Former Indonesian Strongman Suharto Dead
Indonesia's former president Suharto, whose iron-fisted rule became a byword for corruption and bloody repression but also brought economic growth, died Sunday after a long and public fight for life.
His death at the age of 86 came more than three weeks after he was admitted to hospital with heart, lung and kidney problems, surprising doctors with his resilience.
"Father has returned to God," his eldest daughter, Siti Hariyanti "Tutut" Rukmana, breaking down in tears, told reporters outside.
"We ask that if he had any faults, please forgive them... may he be absolved of all his mistakes." His team of doctors said Suharto suffered multiple organ failure overnight.
He was resuscitated but died at around 1:10 p.m. local time.
President Susilo Bambang Yudhoyono expressed his sorrow and asked people to pray for the late strongman.
"I also would like to call on the people of Indonesia to show the highest respect to one of the nation's best sons, a great leader of the nation who has contributed so much service and dedication to the nation and the state." The flag at the presidential palace was lowered to half mast, and Cabinet Secretary Sudi Silalahi announced a seven-day mourning period.

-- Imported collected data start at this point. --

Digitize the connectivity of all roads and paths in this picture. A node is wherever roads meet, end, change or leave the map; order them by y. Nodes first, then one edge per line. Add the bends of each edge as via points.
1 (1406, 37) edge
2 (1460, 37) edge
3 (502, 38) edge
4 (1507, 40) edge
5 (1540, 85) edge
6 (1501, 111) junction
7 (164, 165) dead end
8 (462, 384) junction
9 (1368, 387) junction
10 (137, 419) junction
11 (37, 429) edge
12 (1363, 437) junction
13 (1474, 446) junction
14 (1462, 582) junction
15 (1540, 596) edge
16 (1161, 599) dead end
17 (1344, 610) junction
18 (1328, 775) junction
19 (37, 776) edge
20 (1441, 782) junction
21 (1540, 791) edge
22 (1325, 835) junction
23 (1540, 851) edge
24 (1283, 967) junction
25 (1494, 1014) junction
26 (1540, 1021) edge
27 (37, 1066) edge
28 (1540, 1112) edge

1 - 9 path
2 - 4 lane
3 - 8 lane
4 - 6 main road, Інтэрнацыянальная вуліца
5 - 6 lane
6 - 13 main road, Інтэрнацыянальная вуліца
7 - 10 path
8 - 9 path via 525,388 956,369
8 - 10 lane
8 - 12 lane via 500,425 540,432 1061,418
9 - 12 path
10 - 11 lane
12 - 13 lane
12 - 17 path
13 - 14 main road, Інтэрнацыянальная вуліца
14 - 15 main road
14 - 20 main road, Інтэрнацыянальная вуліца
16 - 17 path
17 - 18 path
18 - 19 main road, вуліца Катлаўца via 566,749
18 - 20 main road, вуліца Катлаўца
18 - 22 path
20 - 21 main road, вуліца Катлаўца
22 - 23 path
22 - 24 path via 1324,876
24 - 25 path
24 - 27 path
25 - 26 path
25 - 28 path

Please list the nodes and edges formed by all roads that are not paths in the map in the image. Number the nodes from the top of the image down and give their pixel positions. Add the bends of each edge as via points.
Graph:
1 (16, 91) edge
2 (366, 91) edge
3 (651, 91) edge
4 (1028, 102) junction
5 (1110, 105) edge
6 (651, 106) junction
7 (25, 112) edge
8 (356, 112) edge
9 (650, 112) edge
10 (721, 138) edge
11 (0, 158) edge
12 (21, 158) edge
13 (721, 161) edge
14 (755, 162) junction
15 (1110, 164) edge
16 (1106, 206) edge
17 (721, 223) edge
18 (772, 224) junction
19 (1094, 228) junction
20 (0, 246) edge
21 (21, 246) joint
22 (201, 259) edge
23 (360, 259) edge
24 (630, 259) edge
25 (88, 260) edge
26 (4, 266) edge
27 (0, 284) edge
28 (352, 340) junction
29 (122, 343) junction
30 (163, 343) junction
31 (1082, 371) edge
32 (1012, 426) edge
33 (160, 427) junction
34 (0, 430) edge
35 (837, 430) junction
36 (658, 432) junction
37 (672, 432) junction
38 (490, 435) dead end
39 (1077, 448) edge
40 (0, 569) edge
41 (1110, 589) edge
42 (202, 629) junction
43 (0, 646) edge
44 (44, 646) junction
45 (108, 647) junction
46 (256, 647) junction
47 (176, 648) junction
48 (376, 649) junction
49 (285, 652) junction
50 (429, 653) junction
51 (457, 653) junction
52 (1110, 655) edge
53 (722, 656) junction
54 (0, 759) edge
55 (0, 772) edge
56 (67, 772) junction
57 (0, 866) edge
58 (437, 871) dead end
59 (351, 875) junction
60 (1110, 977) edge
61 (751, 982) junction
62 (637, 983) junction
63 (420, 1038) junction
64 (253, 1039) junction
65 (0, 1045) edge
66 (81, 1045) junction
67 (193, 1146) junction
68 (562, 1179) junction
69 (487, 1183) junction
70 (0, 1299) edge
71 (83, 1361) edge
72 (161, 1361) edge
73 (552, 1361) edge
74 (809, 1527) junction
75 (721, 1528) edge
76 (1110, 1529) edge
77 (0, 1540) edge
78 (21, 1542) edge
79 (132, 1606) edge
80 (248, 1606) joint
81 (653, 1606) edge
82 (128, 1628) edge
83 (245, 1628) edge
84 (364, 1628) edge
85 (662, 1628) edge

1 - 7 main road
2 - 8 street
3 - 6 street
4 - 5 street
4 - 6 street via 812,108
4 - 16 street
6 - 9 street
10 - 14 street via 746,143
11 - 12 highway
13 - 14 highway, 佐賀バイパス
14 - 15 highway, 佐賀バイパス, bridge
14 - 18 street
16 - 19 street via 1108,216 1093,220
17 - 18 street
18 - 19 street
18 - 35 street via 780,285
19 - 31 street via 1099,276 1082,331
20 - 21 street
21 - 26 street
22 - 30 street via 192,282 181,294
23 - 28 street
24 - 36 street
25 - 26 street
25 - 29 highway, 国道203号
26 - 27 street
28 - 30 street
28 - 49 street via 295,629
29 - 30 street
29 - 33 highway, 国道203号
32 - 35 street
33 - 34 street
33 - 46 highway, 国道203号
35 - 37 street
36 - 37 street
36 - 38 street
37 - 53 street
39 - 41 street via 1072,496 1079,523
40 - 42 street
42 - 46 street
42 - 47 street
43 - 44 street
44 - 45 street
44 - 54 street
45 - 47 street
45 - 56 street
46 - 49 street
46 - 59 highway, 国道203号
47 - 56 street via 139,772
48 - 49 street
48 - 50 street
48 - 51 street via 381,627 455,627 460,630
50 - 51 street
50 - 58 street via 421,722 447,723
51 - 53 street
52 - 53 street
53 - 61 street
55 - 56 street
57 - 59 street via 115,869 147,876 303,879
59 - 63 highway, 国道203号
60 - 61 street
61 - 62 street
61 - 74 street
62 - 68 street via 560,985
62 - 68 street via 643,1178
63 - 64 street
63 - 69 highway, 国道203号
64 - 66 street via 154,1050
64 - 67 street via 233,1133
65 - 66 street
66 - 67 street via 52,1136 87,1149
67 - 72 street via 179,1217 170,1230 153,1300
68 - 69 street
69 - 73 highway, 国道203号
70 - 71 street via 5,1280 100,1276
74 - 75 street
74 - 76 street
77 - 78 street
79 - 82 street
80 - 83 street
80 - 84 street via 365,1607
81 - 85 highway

A presidential spokesman said Yudhoyono would lead Monday's funeral ceremony at the family grave near Solo, Central Java, where Suharto will be buried next to his wife of 48 years, Siti Suhartinah, who died in 1996.
Suharto was a ruthless dictator whose success presiding over huge economic progress was overshadowed by his legacy of bloodshed, human rights abuses and corruption on a colossal scale.
His tenure was marked by repression, from the killings of at least half a million communists and their sympathizers after the abortive coup that saw him seize power in 1966, to invading East Timor and quelling separatist movements in Aceh and Papua.
At the same time, Suharto steered the sprawling archipelago nation through an economic boom, making it notably self-sufficient in rice. For many people here, he became known as the father of development.
However, billions of dollars ended up in the hands of friends and relatives as cronyism and corruption ran riot, and he eventually stepped down in 1998, rocked by deadly riots and mass pro-democracy protests triggered by the Asian economic crisis.
After leaving office he dropped out of public view while avoiding criminal trial for massive corruption allegations by citing poor health. Doctors said two strokes left him with some permanent brain damage.
Efforts to bring him to justice for alleged human rights atrocities in East Timor, which he invaded in 1975, as well as Aceh and Papua, were stymied by a lack of evidence.
"We could not have expected a leader for Indonesia worse than Suharto. But he was no Pol Pot," said Asmara Nababan, head of the Centre for Democracy and Human Rights in Jakarta.
All Suharto's six children had gathered Sunday at his deathbed, the former president's close aide, Moerdiono, said earlier.